Hamaguchi - Touching the skin of eeriness

HENRI – Touching the Skin of Eeriness de Hamaguchi Ryusuke

Posté le 13 décembre 2021 par

Dans le cadre de Japanese Fringe, un focus sur le cinéma indépendant japonais post-Fukushima, La Cinémathèque française a eu la bonne idée de mettre en ligne, sur sa plateforme Henri, Touching the Skin of Eeriness de Hamaguchi Ryusuke, moyen métrage de 2013 et introduction au long métrage Floods, une œuvre encore non réalisée.

Synopsis : après la mort de son père, Chihiro a été accueilli par son demi-frère Togo et sa petite amie. Le jeune homme ne parvient pas à se défaire de son sentiment de solitude et trouve refuge dans la pratique de la danse moderne avec son camarade de classe, Naoya. Tandis qu’il est absorbé par son art, des événements étranges se déroulent dans la ville, où plane une menace invisible.

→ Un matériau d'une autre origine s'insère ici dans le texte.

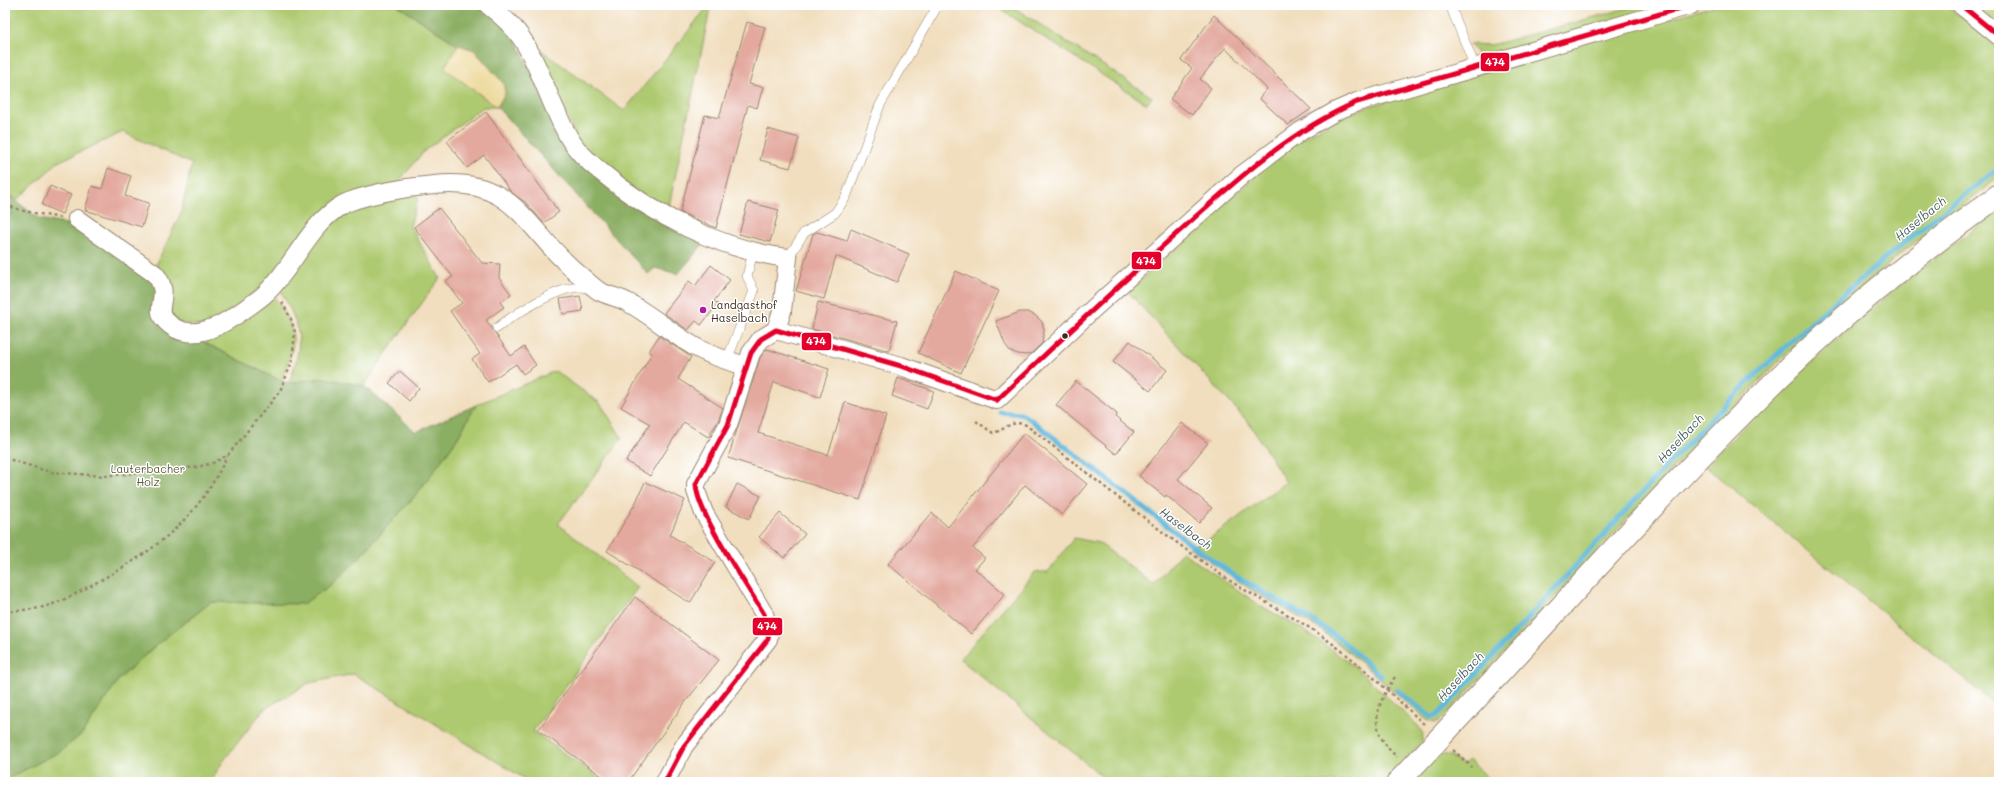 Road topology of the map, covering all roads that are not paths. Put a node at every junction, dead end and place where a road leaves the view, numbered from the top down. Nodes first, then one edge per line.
1 (488, 5) edge
2 (938, 5) edge
3 (1450, 5) edge
4 (1691, 5) edge
5 (1961, 5) edge
6 (1999, 36) edge
7 (1475, 67) junction
8 (1999, 195) edge
9 (77, 218) road end
10 (753, 252) junction
11 (788, 258) junction
12 (599, 291) junction
13 (497, 328) dead end
14 (776, 330) junction
15 (727, 360) junction
16 (746, 366) junction
17 (665, 782) edge
18 (1398, 782) edge

1 - 10 street
2 - 11 lane
3 - 7 lane
4 - 7 street
5 - 6 street
7 - 14 street
8 - 18 street
9 - 12 street
10 - 11 street
10 - 15 lane
11 - 14 street
12 - 13 lane
12 - 15 street
14 - 16 street
15 - 16 street
16 - 17 street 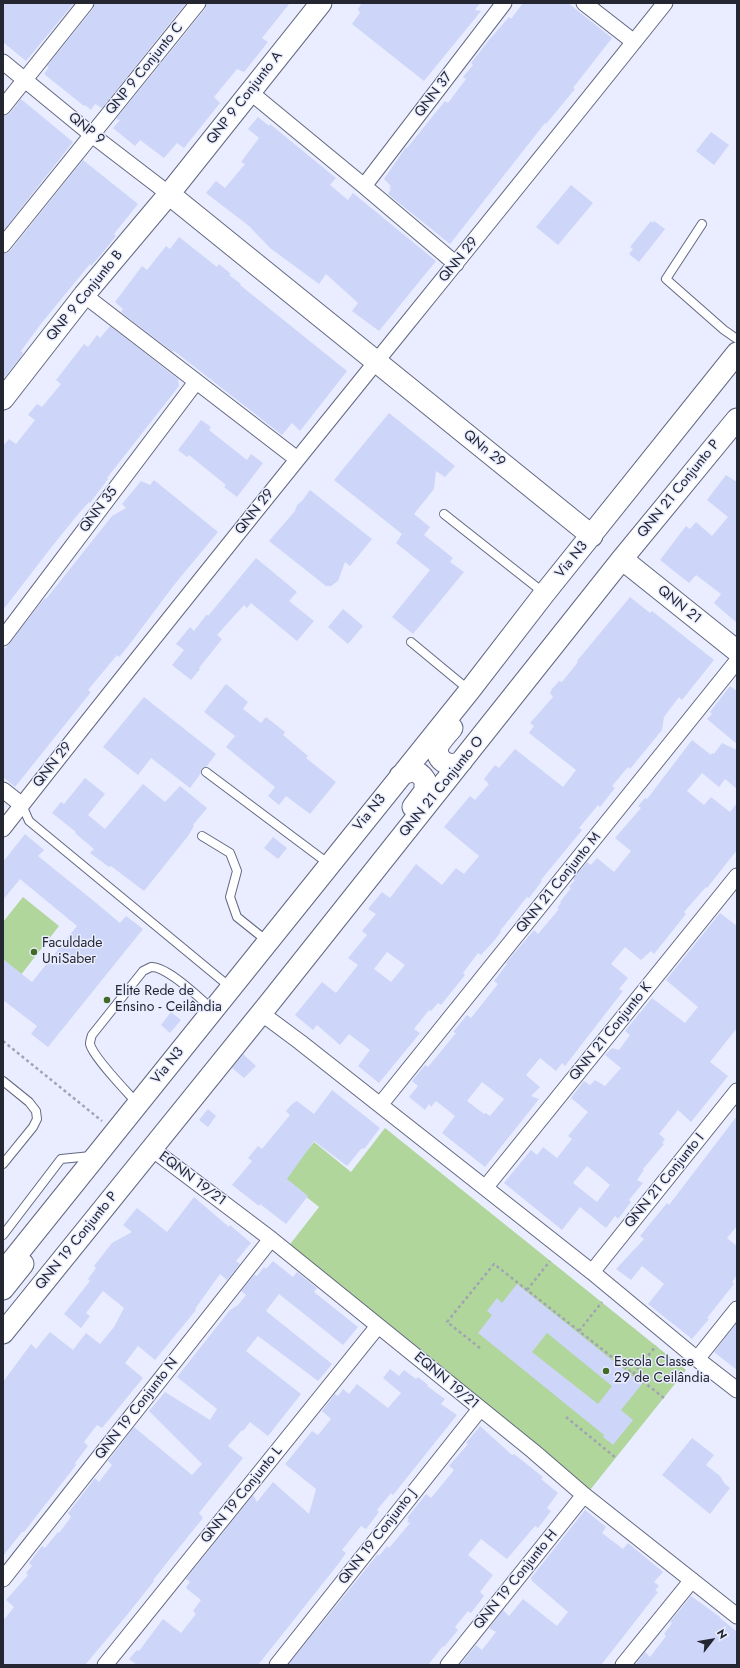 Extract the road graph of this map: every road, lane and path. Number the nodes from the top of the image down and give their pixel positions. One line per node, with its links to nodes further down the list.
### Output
1 (86, 3): 9 (street)
2 (198, 3): 12 (street, QNP 9 Conjunto C)
3 (321, 3): 10 (main road, QNP 9 Conjunto A)
4 (504, 3): 13 (street, QNN 37)
5 (584, 3): 7 (street)
6 (665, 3): 7 (street, QNN 29)
7 (634, 42): 17 (street, QNN 29)
8 (3, 62): 9 (street, QNP 9)
9 (25, 79): 11 (street); 12 (street, QNP 9)
10 (250, 92): 13 (street); 14 (main road, QNP 9 Conjunto A)
11 (3, 107)
12 (92, 134): 14 (street, QNP 9); 16 (street, QNP 9 Conjunto C)
13 (364, 186): 17 (street)
14 (169, 194): 18 (main road, QNP 9 Conjunto B); 21 (main road)
15 (702, 224): 19 (lane)
16 (3, 245)
17 (456, 264): 21 (street, QNN 29)
18 (84, 295): 22 (street); 23 (main road, QNP 9 Conjunto B)
19 (737, 339)
20 (737, 353): 27 (main road, Via N3)
21 (377, 361): 25 (street, QNN 29); 27 (main road, QNn 29)
22 (196, 382): 25 (street); 31 (street, QNN 35)
23 (3, 399)
24 (737, 419): 28 (main road, QNN 21 Conjunto P)
25 (297, 459): 40 (street, QNN 29)
26 (444, 514): 29 (lane)
27 (592, 536): 29 (main road, Via N3)
28 (622, 559): 33 (main road, QNN 21); 36 (main road, QNN 21 Conjunto O)
29 (544, 594): 30 (main road, Via N3)
30 (525, 619): 35 (main road, Via N3); 36 (main road)
31 (3, 638)
32 (411, 642): 35 (lane)
33 (737, 651)
34 (737, 661): 53 (street, QNN 21 Conjunto M)
35 (470, 690): 38 (main road, Via N3)
36 (462, 761): 47 (main road, QNN 21 Conjunto O)
37 (206, 772): 43 (lane)
38 (400, 776): 43 (main road, Via N3); 47 (main road)
39 (3, 790): 40 (street)
40 (22, 805): 41 (street); 46 (lane)
41 (3, 829)
42 (202, 836): 45 (lane)
43 (330, 864): 45 (main road, Via N3)
44 (737, 876): 58 (street, QNN 21 Conjunto K)
45 (268, 942): 46 (main road, Via N3)
46 (230, 988): 48 (main road, Via N3)
47 (266, 1007): 53 (street); 55 (main road)
48 (212, 1010): 52 (main road, Via N3); 52 (lane)
49 (3, 1041): 54 (path)
50 (3, 1081): 57 (lane)
51 (737, 1091): 63 (street, QNN 21 Conjunto I)
52 (137, 1104): 54 (main road, Via N3)
53 (380, 1105): 58 (street)
54 (110, 1138): 56 (main road, Via N3)
55 (152, 1149): 60 (street, EQNN 19/21); 68 (main road, QNN 19 Conjunto P)
56 (92, 1161): 59 (lane); 62 (main road, Via N3); 64 (main road)
57 (3, 1164)
58 (485, 1188): 63 (street)
59 (3, 1235)
60 (271, 1239): 69 (street, EQNN 19/21); 82 (street, QNN 19 Conjunto N)
61 (550, 1261): 65 (path)
62 (3, 1272)
63 (592, 1272): 74 (street)
64 (3, 1289)
65 (527, 1290): 70 (path); 73 (path)
66 (602, 1302): 70 (path)
67 (737, 1309): 74 (street)
68 (11, 1316): 71 (main road, QNN 19 Conjunto P)
69 (378, 1326): 78 (street, EQNN 19/21); 85 (street, QNN 19 Conjunto L)
70 (579, 1330): 75 (path)
71 (3, 1333)
72 (656, 1346): 75 (path)
73 (480, 1348)
74 (698, 1359): 76 (street)
75 (633, 1374): 77 (path)
76 (737, 1390)
77 (664, 1398)
78 (480, 1409): 81 (street, EQNN 19/21); 86 (street, QNN 19 Conjunto J)
79 (566, 1417): 80 (path)
80 (616, 1458)
81 (584, 1495): 83 (street, EQNN 19/21); 87 (street, QNN 19 Conjunto H)
82 (3, 1578)
83 (692, 1580): 84 (street, EQNN 19/21); 88 (street)
84 (737, 1616)
85 (105, 1665)
86 (277, 1665)
87 (448, 1665)
88 (623, 1665) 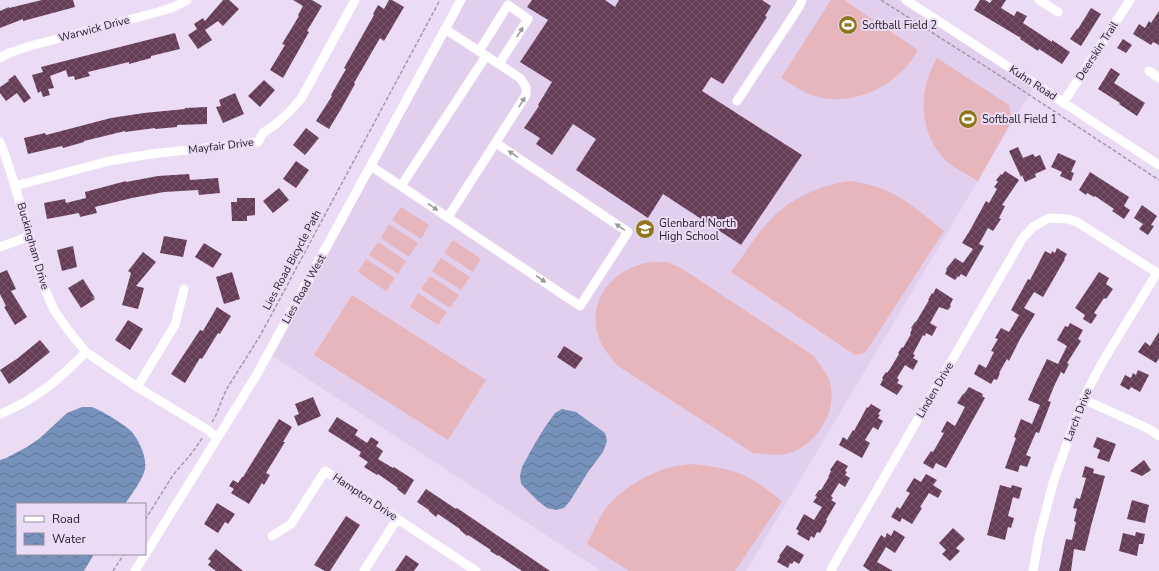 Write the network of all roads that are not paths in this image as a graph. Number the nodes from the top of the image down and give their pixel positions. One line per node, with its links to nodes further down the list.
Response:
1 (187, 0): 12 (street, Warwick Drive)
2 (355, 0): 22 (street, Mayfair Drive)
3 (461, 0): 10 (street, Lies Road West)
4 (802, 0): 16 (street)
5 (906, 0): 17 (street, Kuhn Road)
6 (1039, 0): 9 (street)
7 (1130, 0): 17 (street, Deerskin Trail)
8 (510, 2): 11 (street); 13 (street, one-way to 8)
9 (1058, 12)
10 (445, 29): 11 (street); 21 (street, Lies Road West)
11 (483, 53): 13 (street); 23 (street)
12 (0, 58)
13 (499, 64): 19 (street, one-way to 13)
14 (1149, 71): 15 (street)
15 (1159, 78)
16 (737, 101)
17 (1063, 103): 20 (street, Kuhn Road)
18 (0, 142): 22 (street, Buckingham Drive)
19 (496, 143): 24 (street); 24 (street, one-way to 19)
20 (1159, 165)
21 (371, 166): 23 (street); 34 (street, Lies Road West)
22 (15, 186): 25 (street, Buckingham Drive)
23 (400, 186): 24 (street, one-way to 24)
24 (448, 217)
25 (30, 236): 26 (street); 29 (street, Buckingham Drive)
26 (0, 247)
27 (1158, 274): 31 (street, Larch Drive); 42 (street, Linden Drive)
28 (184, 289): 30 (street)
29 (86, 352): 30 (street, Buckingham Drive); 32 (street)
30 (137, 386): 34 (street, Buckingham Drive)
31 (1083, 399): 33 (street); 43 (street, Larch Drive)
32 (0, 414)
33 (1159, 436)
34 (217, 438): 37 (street, Lies Road West)
35 (397, 519): 36 (street, Hampton Drive); 40 (street); 41 (street, Hampton Drive)
36 (272, 536)
37 (146, 553)
38 (145, 555): 39 (street, Lies Road West)
39 (135, 571)
40 (364, 571)
41 (476, 571)
42 (831, 571)
43 (1033, 571) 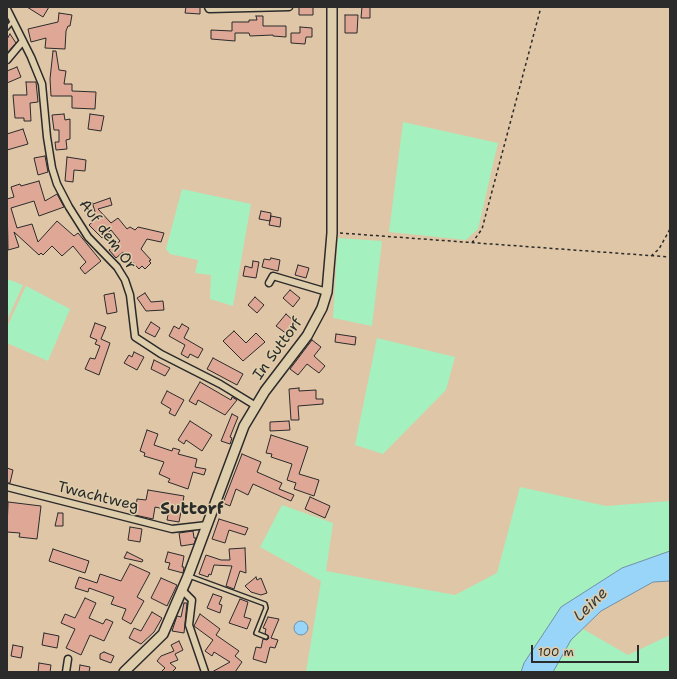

Le public français avait pu découvrir Touching the Skin of Eeriness en 2014 au Festival Kinotayo, festival qui diffusera deux ans plus tard Happy Hour, quelques mois avant sa sortie en salles (et en trois parties) sous le titre Senses. Depuis, Hamaguchi est l’une des figures de proue du cinéma japonais actuel, reconnu à l’international et primé dans les festivals de renom (en 2021, Drive my Car prix de la mise en scène à Cannes et Contes du hasard et autres fantaisies Grand prix du jury à la Berlinale et Montgolfière d’or au Festival des 3 Continents).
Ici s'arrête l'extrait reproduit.